[Records from a data collection]
-*-*-
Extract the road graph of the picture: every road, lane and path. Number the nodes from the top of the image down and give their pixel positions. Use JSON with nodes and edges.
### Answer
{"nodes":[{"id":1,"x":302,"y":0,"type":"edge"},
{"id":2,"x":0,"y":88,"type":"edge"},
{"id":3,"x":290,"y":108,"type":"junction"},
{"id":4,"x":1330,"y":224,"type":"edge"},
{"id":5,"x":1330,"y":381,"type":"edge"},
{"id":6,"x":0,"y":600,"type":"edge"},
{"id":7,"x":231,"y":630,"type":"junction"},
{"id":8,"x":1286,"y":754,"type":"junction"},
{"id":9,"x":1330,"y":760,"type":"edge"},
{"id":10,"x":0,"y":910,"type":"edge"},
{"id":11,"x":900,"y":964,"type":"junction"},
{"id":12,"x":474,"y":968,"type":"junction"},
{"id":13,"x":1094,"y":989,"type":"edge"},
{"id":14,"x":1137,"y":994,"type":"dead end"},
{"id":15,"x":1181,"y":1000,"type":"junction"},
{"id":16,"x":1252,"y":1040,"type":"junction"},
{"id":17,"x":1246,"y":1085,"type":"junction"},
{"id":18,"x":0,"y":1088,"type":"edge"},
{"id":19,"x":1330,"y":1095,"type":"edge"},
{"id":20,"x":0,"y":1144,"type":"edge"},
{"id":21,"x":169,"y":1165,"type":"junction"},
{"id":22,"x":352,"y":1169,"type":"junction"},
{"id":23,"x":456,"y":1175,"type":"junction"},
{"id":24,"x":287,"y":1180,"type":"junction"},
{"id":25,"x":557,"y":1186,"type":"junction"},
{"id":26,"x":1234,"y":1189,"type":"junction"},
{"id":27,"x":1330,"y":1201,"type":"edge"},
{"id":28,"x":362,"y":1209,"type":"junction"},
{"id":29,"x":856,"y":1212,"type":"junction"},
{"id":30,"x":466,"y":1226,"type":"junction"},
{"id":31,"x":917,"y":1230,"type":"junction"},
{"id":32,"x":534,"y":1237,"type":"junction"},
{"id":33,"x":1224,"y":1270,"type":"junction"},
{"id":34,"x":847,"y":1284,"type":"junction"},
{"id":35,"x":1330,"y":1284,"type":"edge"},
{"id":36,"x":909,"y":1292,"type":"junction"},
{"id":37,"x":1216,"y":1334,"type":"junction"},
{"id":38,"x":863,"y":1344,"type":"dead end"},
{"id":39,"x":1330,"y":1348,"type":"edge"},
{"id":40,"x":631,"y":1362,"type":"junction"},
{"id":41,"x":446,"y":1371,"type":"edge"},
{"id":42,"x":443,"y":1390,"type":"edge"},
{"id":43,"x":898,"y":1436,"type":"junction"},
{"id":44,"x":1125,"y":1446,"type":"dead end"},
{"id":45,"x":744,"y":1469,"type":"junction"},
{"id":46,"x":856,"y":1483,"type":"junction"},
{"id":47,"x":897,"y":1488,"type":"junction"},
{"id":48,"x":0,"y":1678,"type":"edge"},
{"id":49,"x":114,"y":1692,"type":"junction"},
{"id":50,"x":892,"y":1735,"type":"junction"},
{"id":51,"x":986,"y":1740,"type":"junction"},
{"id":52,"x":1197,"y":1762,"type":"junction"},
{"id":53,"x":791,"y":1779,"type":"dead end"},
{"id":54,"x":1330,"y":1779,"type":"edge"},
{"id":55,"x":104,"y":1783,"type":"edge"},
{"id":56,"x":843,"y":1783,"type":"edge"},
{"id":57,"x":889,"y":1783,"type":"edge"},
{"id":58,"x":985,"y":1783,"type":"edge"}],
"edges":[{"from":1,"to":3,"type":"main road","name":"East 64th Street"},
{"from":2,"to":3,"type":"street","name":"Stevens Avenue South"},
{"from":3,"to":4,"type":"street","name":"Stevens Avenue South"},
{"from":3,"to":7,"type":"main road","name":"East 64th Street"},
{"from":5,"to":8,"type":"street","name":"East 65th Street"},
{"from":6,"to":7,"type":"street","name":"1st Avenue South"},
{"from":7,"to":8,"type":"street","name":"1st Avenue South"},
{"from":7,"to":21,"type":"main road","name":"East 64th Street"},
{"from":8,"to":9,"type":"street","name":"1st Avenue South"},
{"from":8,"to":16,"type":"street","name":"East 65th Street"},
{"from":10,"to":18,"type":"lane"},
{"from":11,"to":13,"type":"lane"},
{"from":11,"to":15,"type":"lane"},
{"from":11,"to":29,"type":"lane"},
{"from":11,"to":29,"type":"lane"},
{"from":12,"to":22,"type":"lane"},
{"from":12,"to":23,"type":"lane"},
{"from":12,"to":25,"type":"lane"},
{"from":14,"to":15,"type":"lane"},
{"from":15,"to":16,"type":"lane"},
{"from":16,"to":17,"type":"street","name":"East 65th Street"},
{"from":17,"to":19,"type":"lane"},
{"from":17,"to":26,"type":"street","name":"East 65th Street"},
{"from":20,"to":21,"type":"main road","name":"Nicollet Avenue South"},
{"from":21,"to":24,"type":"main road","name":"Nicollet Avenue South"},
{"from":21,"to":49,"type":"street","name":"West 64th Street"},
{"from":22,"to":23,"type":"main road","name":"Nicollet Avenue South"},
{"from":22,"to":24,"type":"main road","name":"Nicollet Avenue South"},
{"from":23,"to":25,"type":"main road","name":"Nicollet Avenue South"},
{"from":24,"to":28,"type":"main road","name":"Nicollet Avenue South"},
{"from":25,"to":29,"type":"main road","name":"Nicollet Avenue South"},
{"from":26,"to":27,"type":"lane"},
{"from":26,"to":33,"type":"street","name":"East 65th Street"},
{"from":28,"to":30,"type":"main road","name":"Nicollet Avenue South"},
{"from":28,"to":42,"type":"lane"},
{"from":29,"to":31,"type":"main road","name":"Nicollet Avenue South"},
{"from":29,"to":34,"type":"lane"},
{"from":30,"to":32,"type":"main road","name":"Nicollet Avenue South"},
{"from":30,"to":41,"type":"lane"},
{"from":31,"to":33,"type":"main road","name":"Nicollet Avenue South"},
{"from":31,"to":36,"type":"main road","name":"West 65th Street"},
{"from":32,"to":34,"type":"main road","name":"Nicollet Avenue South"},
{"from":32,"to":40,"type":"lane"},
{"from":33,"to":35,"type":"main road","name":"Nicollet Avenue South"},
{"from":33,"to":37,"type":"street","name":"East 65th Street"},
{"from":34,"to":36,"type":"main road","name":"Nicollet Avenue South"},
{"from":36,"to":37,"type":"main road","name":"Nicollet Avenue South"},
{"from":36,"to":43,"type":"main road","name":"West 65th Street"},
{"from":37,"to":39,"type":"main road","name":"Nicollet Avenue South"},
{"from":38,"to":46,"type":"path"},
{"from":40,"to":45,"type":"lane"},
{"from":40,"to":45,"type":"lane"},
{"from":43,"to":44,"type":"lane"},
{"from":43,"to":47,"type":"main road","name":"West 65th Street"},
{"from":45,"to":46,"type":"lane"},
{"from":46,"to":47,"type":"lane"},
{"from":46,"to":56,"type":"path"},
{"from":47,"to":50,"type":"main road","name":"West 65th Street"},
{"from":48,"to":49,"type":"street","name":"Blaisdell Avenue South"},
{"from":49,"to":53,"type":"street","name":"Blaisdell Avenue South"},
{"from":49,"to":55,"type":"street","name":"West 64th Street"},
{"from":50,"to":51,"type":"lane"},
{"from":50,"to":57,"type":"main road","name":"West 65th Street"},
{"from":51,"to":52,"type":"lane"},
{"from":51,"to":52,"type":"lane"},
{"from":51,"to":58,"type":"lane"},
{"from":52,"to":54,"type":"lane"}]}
-*-*-
Repeat every record, exactly as written.

Exercise solution:
Extract the road graph of the picture: every road, lane and path. Number the nodes from the top of the image down and give their pixel positions. Use JSON with nodes and edges.
### Answer
{"nodes":[{"id":1,"x":302,"y":0,"type":"edge"},
{"id":2,"x":0,"y":88,"type":"edge"},
{"id":3,"x":290,"y":108,"type":"junction"},
{"id":4,"x":1330,"y":224,"type":"edge"},
{"id":5,"x":1330,"y":381,"type":"edge"},
{"id":6,"x":0,"y":600,"type":"edge"},
{"id":7,"x":231,"y":630,"type":"junction"},
{"id":8,"x":1286,"y":754,"type":"junction"},
{"id":9,"x":1330,"y":760,"type":"edge"},
{"id":10,"x":0,"y":910,"type":"edge"},
{"id":11,"x":900,"y":964,"type":"junction"},
{"id":12,"x":474,"y":968,"type":"junction"},
{"id":13,"x":1094,"y":989,"type":"edge"},
{"id":14,"x":1137,"y":994,"type":"dead end"},
{"id":15,"x":1181,"y":1000,"type":"junction"},
{"id":16,"x":1252,"y":1040,"type":"junction"},
{"id":17,"x":1246,"y":1085,"type":"junction"},
{"id":18,"x":0,"y":1088,"type":"edge"},
{"id":19,"x":1330,"y":1095,"type":"edge"},
{"id":20,"x":0,"y":1144,"type":"edge"},
{"id":21,"x":169,"y":1165,"type":"junction"},
{"id":22,"x":352,"y":1169,"type":"junction"},
{"id":23,"x":456,"y":1175,"type":"junction"},
{"id":24,"x":287,"y":1180,"type":"junction"},
{"id":25,"x":557,"y":1186,"type":"junction"},
{"id":26,"x":1234,"y":1189,"type":"junction"},
{"id":27,"x":1330,"y":1201,"type":"edge"},
{"id":28,"x":362,"y":1209,"type":"junction"},
{"id":29,"x":856,"y":1212,"type":"junction"},
{"id":30,"x":466,"y":1226,"type":"junction"},
{"id":31,"x":917,"y":1230,"type":"junction"},
{"id":32,"x":534,"y":1237,"type":"junction"},
{"id":33,"x":1224,"y":1270,"type":"junction"},
{"id":34,"x":847,"y":1284,"type":"junction"},
{"id":35,"x":1330,"y":1284,"type":"edge"},
{"id":36,"x":909,"y":1292,"type":"junction"},
{"id":37,"x":1216,"y":1334,"type":"junction"},
{"id":38,"x":863,"y":1344,"type":"dead end"},
{"id":39,"x":1330,"y":1348,"type":"edge"},
{"id":40,"x":631,"y":1362,"type":"junction"},
{"id":41,"x":446,"y":1371,"type":"edge"},
{"id":42,"x":443,"y":1390,"type":"edge"},
{"id":43,"x":898,"y":1436,"type":"junction"},
{"id":44,"x":1125,"y":1446,"type":"dead end"},
{"id":45,"x":744,"y":1469,"type":"junction"},
{"id":46,"x":856,"y":1483,"type":"junction"},
{"id":47,"x":897,"y":1488,"type":"junction"},
{"id":48,"x":0,"y":1678,"type":"edge"},
{"id":49,"x":114,"y":1692,"type":"junction"},
{"id":50,"x":892,"y":1735,"type":"junction"},
{"id":51,"x":986,"y":1740,"type":"junction"},
{"id":52,"x":1197,"y":1762,"type":"junction"},
{"id":53,"x":791,"y":1779,"type":"dead end"},
{"id":54,"x":1330,"y":1779,"type":"edge"},
{"id":55,"x":104,"y":1783,"type":"edge"},
{"id":56,"x":843,"y":1783,"type":"edge"},
{"id":57,"x":889,"y":1783,"type":"edge"},
{"id":58,"x":985,"y":1783,"type":"edge"}],
"edges":[{"from":1,"to":3,"type":"main road","name":"East 64th Street"},
{"from":2,"to":3,"type":"street","name":"Stevens Avenue South"},
{"from":3,"to":4,"type":"street","name":"Stevens Avenue South"},
{"from":3,"to":7,"type":"main road","name":"East 64th Street"},
{"from":5,"to":8,"type":"street","name":"East 65th Street"},
{"from":6,"to":7,"type":"street","name":"1st Avenue South"},
{"from":7,"to":8,"type":"street","name":"1st Avenue South"},
{"from":7,"to":21,"type":"main road","name":"East 64th Street"},
{"from":8,"to":9,"type":"street","name":"1st Avenue South"},
{"from":8,"to":16,"type":"street","name":"East 65th Street"},
{"from":10,"to":18,"type":"lane"},
{"from":11,"to":13,"type":"lane"},
{"from":11,"to":15,"type":"lane"},
{"from":11,"to":29,"type":"lane"},
{"from":11,"to":29,"type":"lane"},
{"from":12,"to":22,"type":"lane"},
{"from":12,"to":23,"type":"lane"},
{"from":12,"to":25,"type":"lane"},
{"from":14,"to":15,"type":"lane"},
{"from":15,"to":16,"type":"lane"},
{"from":16,"to":17,"type":"street","name":"East 65th Street"},
{"from":17,"to":19,"type":"lane"},
{"from":17,"to":26,"type":"street","name":"East 65th Street"},
{"from":20,"to":21,"type":"main road","name":"Nicollet Avenue South"},
{"from":21,"to":24,"type":"main road","name":"Nicollet Avenue South"},
{"from":21,"to":49,"type":"street","name":"West 64th Street"},
{"from":22,"to":23,"type":"main road","name":"Nicollet Avenue South"},
{"from":22,"to":24,"type":"main road","name":"Nicollet Avenue South"},
{"from":23,"to":25,"type":"main road","name":"Nicollet Avenue South"},
{"from":24,"to":28,"type":"main road","name":"Nicollet Avenue South"},
{"from":25,"to":29,"type":"main road","name":"Nicollet Avenue South"},
{"from":26,"to":27,"type":"lane"},
{"from":26,"to":33,"type":"street","name":"East 65th Street"},
{"from":28,"to":30,"type":"main road","name":"Nicollet Avenue South"},
{"from":28,"to":42,"type":"lane"},
{"from":29,"to":31,"type":"main road","name":"Nicollet Avenue South"},
{"from":29,"to":34,"type":"lane"},
{"from":30,"to":32,"type":"main road","name":"Nicollet Avenue South"},
{"from":30,"to":41,"type":"lane"},
{"from":31,"to":33,"type":"main road","name":"Nicollet Avenue South"},
{"from":31,"to":36,"type":"main road","name":"West 65th Street"},
{"from":32,"to":34,"type":"main road","name":"Nicollet Avenue South"},
{"from":32,"to":40,"type":"lane"},
{"from":33,"to":35,"type":"main road","name":"Nicollet Avenue South"},
{"from":33,"to":37,"type":"street","name":"East 65th Street"},
{"from":34,"to":36,"type":"main road","name":"Nicollet Avenue South"},
{"from":36,"to":37,"type":"main road","name":"Nicollet Avenue South"},
{"from":36,"to":43,"type":"main road","name":"West 65th Street"},
{"from":37,"to":39,"type":"main road","name":"Nicollet Avenue South"},
{"from":38,"to":46,"type":"path"},
{"from":40,"to":45,"type":"lane"},
{"from":40,"to":45,"type":"lane"},
{"from":43,"to":44,"type":"lane"},
{"from":43,"to":47,"type":"main road","name":"West 65th Street"},
{"from":45,"to":46,"type":"lane"},
{"from":46,"to":47,"type":"lane"},
{"from":46,"to":56,"type":"path"},
{"from":47,"to":50,"type":"main road","name":"West 65th Street"},
{"from":48,"to":49,"type":"street","name":"Blaisdell Avenue South"},
{"from":49,"to":53,"type":"street","name":"Blaisdell Avenue South"},
{"from":49,"to":55,"type":"street","name":"West 64th Street"},
{"from":50,"to":51,"type":"lane"},
{"from":50,"to":57,"type":"main road","name":"West 65th Street"},
{"from":51,"to":52,"type":"lane"},
{"from":51,"to":52,"type":"lane"},
{"from":51,"to":58,"type":"lane"},
{"from":52,"to":54,"type":"lane"}]}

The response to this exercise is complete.